In the range of Interrogation Methods, actual "Torture" is at one end, polite questioning at the other, police sessions somewhere upstream of that, and "WaterBoarding" even further.  
But exactly where the line is, so far I'm inclined to make it at "Physical Torture" like was used historically and not to redefine it. 
In the language of logical fallacies that’s called “Guilt by Association” and also “Slippery Slope” arguments, rather than addressing the actual specifics of the ‘waterboarding’ issue.

 

But Yep, humans are experts at ‘terror’ regardless of their political or religious label – Islamic, Jewish, Catholic, “Christian”, American, Japanese, Chinese, Babylonian, Assyrian, African, Californian, Iowan (I’m tortured by the Iowa Primary every 4 years), etc. etc.  And it isn’t just a matter of ‘religion’, but of power.  Those “Christians” of the middle ages just weren’t as imaginative as the Assyrians, Japanese, or Vietnamese.      Whatever happened to “do unto others as you would have them do unto you”??    I’ll take Jesus’ principles any time over those of Muhammad (“convert or die”), or the middle-ages Popes’ (convert or die”), or “the masses’ concept of what is Godly”, or the Hindu social system.

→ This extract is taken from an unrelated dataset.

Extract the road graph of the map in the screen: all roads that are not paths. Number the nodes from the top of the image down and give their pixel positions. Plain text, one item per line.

But as to “waterboarding” of terrorists to get information about attacks, which is the real issue under consideration, you can say that I’m “splitting hairs”, but I just can’t put that into the same category as bone breaking, fingernail pulling, the rack, redheaded witch testing, or beheading, or Vietnam UH-1D ‘lethal’ interrogation methods.  Waterboarding may not be a pleasant bubble bath; but it is mental panic, not physical “torture”.   

 

Now having said all that, I’m still not ready to exclude waterboarding as ‘torture’.  Here's why.

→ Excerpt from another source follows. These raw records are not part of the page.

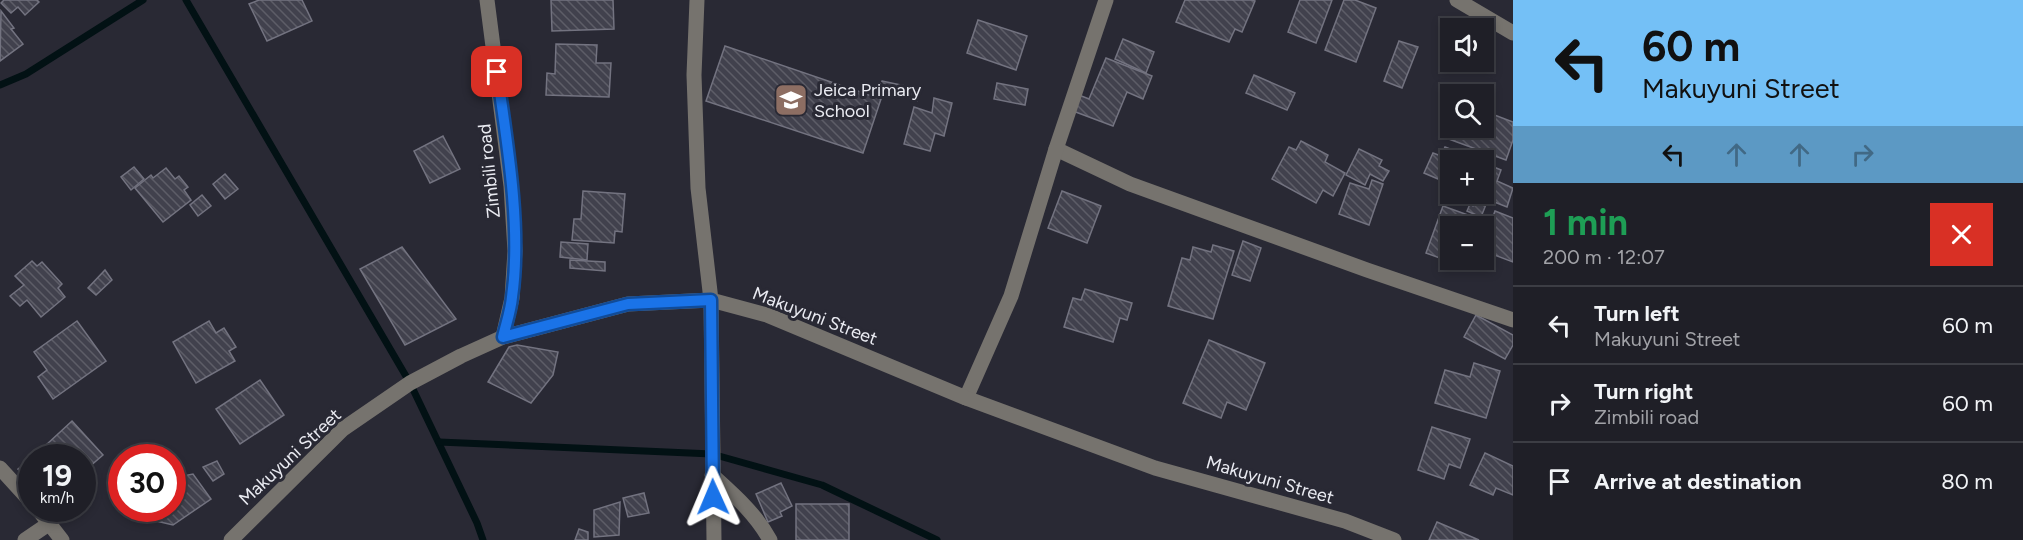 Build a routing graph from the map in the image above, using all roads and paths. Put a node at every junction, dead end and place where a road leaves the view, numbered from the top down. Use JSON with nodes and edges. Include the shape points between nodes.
{"nodes":[{"id":1,"x":487,"y":0,"type":"edge"},
{"id":2,"x":697,"y":0,"type":"edge"},
{"id":3,"x":1106,"y":0,"type":"edge"},
{"id":4,"x":1457,"y":0,"type":"edge"},
{"id":5,"x":1513,"y":33,"type":"edge"},
{"id":6,"x":1056,"y":149,"type":"junction"},
{"id":7,"x":711,"y":300,"type":"junction"},
{"id":8,"x":1513,"y":320,"type":"edge"},
{"id":9,"x":503,"y":337,"type":"junction"},
{"id":10,"x":966,"y":398,"type":"junction"},
{"id":11,"x":0,"y":468,"type":"edge"},
{"id":12,"x":712,"y":476,"type":"junction"},
{"id":13,"x":18,"y":488,"type":"edge"},
{"id":14,"x":50,"y":523,"type":"joint"},
{"id":15,"x":25,"y":540,"type":"edge"},
{"id":16,"x":62,"y":540,"type":"edge"},
{"id":17,"x":231,"y":540,"type":"edge"},
{"id":18,"x":714,"y":540,"type":"edge"},
{"id":19,"x":770,"y":540,"type":"edge"},
{"id":20,"x":1394,"y":540,"type":"edge"}],
"edges":[{"from":1,"to":9,"type":"street","name":"Zimbili road","via":[[511,186],[515,251],[512,298]]},
{"from":2,"to":7,"type":"street","via":[[694,75],[698,188]]},
{"from":3,"to":6,"type":"street"},
{"from":4,"to":5,"type":"street"},
{"from":6,"to":8,"type":"street","via":[[1130,184]]},
{"from":6,"to":10,"type":"street","via":[[1011,296]]},
{"from":7,"to":9,"type":"street","name":"Makuyuni Street","via":[[628,304]]},
{"from":7,"to":10,"type":"street","name":"Makuyuni Street","via":[[766,315]]},
{"from":7,"to":12,"type":"street"},
{"from":9,"to":17,"type":"street","name":"Makuyuni Street","via":[[410,383],[344,429]]},
{"from":10,"to":20,"type":"street","name":"Makuyuni Street","via":[[1155,468],[1345,521]]},
{"from":11,"to":13,"type":"street"},
{"from":12,"to":18,"type":"street"},
{"from":12,"to":19,"type":"street","via":[[745,506]]},
{"from":14,"to":15,"type":"street"},
{"from":14,"to":16,"type":"street"}]}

Included in the accepted, verbal definition of the word is the phrase “extreme anguish of body or mind”.    Now the problem with that broad academic definition is that the historical military or criminal usage of the word “torture” has been in the physical realm (see WWII or Crime TV).  On the other hand, in the emotional usage we do say such things as “I was tortured by doubt”.  So, it’s the application of the word that’s also important.   In Criminal Justice we still don’t excuse or acquit a spouse of murder because of mental abuse.

So, maybe I’m “hairsplitting”, but I’m still undecided as to whether ‘waterboarding’ is truly “Torture” in the Geneva Convention sense of the word.  Definitions do mean something.  It’s what legal systems (sometimes called “justice systems”) are based on.  I’m glad to be an American since we can ‘debate’ these things. But they must be debated with logic, legal, and verbal reality; not assumptions or emotions however strong or convincing.

 

This is an important issue because I don't want enemies justifying real torture & murder.

 

Now Bob, as to your dilemma about finding in California sufficient quantities and types of ammunition   
I too am stocking up for my 9mm, because I’m tortured by my doubts about Obama’s intentions for America.    And since I’m "holding the chalk" now, I say we prosecute Obama because he’s torturing with “extreme anguish” many in the American population.